- **WHAT YOU ARE ASKED TO DO**: Look for the string "Answer" in the data below, and copy each line that holds it.

(Stored entries)
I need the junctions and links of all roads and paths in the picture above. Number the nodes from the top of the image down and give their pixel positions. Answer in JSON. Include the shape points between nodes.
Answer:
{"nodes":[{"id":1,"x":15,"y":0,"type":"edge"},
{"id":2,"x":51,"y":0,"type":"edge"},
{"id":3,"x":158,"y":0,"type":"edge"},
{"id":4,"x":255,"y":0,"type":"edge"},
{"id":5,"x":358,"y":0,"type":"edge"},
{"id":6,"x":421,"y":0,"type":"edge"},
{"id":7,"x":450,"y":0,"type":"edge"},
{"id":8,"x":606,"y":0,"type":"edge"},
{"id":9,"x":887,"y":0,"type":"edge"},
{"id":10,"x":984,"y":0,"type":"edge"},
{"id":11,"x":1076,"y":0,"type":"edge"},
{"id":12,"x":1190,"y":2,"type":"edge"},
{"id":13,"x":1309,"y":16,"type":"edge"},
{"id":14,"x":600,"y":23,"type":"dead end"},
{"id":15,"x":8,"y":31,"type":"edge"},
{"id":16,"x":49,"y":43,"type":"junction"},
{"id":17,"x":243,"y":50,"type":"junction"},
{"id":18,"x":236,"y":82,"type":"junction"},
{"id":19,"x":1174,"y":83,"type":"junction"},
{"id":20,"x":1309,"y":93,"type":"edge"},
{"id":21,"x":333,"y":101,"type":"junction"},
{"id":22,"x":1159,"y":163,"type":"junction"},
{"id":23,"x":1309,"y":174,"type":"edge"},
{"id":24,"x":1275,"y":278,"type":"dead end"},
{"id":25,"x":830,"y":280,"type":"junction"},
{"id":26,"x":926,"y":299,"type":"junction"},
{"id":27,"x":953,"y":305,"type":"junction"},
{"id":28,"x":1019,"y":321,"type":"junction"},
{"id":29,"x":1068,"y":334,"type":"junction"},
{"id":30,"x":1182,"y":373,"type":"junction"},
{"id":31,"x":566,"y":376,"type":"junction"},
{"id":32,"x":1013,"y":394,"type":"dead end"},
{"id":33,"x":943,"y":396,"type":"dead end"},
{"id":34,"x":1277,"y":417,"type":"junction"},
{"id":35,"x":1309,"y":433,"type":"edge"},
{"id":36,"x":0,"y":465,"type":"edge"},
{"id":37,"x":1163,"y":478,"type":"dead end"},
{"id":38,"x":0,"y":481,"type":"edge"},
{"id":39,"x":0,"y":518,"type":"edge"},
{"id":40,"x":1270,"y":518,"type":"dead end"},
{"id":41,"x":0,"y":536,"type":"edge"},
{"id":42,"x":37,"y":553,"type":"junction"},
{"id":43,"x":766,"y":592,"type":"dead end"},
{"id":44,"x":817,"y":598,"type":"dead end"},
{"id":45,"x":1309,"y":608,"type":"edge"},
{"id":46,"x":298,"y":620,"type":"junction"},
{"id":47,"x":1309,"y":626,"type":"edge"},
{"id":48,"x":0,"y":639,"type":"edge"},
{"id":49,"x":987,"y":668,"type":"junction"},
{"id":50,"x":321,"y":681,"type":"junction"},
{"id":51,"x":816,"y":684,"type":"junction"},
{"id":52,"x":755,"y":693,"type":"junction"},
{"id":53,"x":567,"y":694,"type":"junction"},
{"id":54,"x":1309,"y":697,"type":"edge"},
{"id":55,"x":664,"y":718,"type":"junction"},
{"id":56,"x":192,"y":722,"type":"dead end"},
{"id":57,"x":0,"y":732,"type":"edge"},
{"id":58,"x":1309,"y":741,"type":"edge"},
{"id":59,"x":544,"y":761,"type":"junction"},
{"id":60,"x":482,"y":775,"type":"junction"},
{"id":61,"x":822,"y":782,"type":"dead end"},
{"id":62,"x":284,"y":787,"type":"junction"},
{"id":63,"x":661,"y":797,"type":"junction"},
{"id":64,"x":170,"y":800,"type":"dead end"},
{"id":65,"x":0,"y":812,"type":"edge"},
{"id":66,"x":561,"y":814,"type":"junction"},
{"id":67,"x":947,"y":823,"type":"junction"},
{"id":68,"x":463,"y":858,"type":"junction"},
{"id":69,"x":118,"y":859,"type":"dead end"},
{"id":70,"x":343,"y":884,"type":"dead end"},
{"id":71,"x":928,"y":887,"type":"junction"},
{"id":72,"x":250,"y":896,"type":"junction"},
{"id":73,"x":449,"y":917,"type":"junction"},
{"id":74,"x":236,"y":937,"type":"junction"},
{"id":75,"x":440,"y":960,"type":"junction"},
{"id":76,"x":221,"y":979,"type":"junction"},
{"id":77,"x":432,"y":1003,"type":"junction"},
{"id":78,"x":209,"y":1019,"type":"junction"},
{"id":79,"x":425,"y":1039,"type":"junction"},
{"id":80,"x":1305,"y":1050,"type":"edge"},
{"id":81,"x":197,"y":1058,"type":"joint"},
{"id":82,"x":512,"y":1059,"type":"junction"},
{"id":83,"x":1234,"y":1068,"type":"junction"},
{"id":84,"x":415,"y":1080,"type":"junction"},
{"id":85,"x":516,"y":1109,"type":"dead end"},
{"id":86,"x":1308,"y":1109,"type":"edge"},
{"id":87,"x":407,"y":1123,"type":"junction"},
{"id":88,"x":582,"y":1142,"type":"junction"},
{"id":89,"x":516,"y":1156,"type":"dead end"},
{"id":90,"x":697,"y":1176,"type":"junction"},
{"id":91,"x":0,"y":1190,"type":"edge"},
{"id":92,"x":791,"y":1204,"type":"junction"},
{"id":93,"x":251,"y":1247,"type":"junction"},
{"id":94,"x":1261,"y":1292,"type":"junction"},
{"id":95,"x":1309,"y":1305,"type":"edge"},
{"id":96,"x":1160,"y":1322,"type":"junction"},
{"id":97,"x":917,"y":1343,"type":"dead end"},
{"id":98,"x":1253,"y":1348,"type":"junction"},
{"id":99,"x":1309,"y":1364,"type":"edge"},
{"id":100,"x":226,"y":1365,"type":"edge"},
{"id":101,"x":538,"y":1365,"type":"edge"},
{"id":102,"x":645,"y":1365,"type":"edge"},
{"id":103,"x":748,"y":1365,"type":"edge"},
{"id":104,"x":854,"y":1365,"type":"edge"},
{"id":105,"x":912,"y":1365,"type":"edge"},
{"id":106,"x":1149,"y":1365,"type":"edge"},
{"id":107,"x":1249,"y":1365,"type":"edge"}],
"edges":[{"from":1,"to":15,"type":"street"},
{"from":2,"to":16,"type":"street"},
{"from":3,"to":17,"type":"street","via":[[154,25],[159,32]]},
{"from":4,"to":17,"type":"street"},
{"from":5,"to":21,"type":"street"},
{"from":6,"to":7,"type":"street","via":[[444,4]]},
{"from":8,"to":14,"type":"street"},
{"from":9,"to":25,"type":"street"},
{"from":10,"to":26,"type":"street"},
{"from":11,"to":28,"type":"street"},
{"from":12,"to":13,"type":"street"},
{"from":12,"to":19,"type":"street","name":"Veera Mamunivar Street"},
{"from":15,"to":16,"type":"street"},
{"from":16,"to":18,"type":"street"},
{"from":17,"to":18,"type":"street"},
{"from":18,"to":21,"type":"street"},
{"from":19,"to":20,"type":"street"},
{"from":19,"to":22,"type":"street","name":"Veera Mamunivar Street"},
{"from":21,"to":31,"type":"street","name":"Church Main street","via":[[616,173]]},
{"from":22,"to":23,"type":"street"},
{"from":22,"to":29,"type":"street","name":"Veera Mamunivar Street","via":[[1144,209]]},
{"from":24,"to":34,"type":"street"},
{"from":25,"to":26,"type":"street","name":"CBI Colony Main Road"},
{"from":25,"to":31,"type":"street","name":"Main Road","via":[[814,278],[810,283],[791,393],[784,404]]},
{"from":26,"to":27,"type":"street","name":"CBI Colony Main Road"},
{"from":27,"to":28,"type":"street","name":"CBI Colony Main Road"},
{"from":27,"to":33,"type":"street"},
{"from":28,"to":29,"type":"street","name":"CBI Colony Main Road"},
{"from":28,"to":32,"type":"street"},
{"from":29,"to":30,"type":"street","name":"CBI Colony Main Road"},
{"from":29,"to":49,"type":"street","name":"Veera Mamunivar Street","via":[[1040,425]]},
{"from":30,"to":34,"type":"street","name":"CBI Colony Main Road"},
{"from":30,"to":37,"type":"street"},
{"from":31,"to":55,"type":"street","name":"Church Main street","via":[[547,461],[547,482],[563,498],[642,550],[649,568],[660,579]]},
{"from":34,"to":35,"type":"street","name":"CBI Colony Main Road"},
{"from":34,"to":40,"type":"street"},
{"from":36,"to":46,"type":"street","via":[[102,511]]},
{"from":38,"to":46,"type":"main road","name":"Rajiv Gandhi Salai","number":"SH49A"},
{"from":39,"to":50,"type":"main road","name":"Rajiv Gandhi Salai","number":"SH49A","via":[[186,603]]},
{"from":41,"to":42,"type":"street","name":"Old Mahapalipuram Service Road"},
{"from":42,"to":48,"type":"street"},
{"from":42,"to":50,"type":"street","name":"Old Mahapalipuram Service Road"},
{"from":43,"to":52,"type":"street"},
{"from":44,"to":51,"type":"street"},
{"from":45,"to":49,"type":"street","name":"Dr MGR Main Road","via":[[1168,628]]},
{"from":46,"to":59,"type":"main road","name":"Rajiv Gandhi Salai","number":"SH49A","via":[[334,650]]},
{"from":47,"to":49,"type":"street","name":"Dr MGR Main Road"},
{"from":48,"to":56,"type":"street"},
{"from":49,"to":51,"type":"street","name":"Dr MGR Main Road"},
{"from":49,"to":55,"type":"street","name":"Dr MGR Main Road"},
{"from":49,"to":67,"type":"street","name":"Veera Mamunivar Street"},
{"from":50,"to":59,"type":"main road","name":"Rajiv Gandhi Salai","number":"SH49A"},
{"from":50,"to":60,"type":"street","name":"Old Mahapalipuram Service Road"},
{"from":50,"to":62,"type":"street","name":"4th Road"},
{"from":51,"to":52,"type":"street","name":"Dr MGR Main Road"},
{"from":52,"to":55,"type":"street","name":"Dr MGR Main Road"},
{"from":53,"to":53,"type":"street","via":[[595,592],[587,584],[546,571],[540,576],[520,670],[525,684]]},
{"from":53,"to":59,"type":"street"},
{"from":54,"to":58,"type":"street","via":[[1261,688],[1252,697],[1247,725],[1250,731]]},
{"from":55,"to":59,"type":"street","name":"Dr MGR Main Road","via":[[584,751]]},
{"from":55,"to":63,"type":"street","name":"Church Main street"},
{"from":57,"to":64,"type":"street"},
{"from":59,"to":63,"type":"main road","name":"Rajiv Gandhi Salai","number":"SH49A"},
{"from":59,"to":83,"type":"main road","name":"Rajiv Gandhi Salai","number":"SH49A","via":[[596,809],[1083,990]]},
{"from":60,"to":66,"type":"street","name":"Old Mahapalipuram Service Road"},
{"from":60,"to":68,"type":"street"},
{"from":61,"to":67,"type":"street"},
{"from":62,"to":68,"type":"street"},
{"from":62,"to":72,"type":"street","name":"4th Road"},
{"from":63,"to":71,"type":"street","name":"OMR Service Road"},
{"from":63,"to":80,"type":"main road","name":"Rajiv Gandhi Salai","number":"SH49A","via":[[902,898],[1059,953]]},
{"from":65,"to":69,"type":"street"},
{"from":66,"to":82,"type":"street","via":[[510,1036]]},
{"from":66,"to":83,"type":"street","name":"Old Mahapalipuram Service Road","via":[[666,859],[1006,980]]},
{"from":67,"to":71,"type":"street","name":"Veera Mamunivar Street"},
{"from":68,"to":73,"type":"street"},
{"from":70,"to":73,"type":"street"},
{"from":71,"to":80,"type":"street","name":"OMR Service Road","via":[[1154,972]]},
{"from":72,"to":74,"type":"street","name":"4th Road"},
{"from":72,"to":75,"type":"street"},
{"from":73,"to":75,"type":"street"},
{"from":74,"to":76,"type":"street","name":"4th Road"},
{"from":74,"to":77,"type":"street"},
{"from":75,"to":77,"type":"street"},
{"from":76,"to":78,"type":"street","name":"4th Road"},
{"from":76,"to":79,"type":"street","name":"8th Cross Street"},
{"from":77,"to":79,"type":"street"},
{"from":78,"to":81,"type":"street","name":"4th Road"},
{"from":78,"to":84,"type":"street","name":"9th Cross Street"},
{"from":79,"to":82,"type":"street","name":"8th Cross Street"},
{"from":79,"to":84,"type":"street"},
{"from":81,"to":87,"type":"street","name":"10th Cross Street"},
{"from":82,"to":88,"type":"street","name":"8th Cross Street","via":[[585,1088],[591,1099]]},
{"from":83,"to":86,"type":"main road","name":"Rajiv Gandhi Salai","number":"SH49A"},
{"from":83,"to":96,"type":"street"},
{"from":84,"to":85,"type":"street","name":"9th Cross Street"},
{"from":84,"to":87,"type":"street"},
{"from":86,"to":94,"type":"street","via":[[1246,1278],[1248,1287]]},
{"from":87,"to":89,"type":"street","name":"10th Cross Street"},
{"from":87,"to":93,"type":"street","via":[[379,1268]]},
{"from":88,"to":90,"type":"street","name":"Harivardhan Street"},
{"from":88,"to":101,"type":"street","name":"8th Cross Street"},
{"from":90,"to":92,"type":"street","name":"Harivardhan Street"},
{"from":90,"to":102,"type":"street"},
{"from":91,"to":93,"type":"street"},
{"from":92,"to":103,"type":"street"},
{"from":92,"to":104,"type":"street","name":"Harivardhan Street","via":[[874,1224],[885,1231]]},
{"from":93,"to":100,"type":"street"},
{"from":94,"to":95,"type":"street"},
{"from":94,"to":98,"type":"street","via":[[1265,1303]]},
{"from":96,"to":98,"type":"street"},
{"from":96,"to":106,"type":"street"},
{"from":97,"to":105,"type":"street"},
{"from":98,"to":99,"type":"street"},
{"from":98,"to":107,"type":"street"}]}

- **SOLUTION FOR THIS EXERCISE**:
I need the junctions and links of all roads and paths in the picture above. Number the nodes from the top of the image down and give their pixel positions. Answer in JSON. Include the shape points between nodes.
Answer:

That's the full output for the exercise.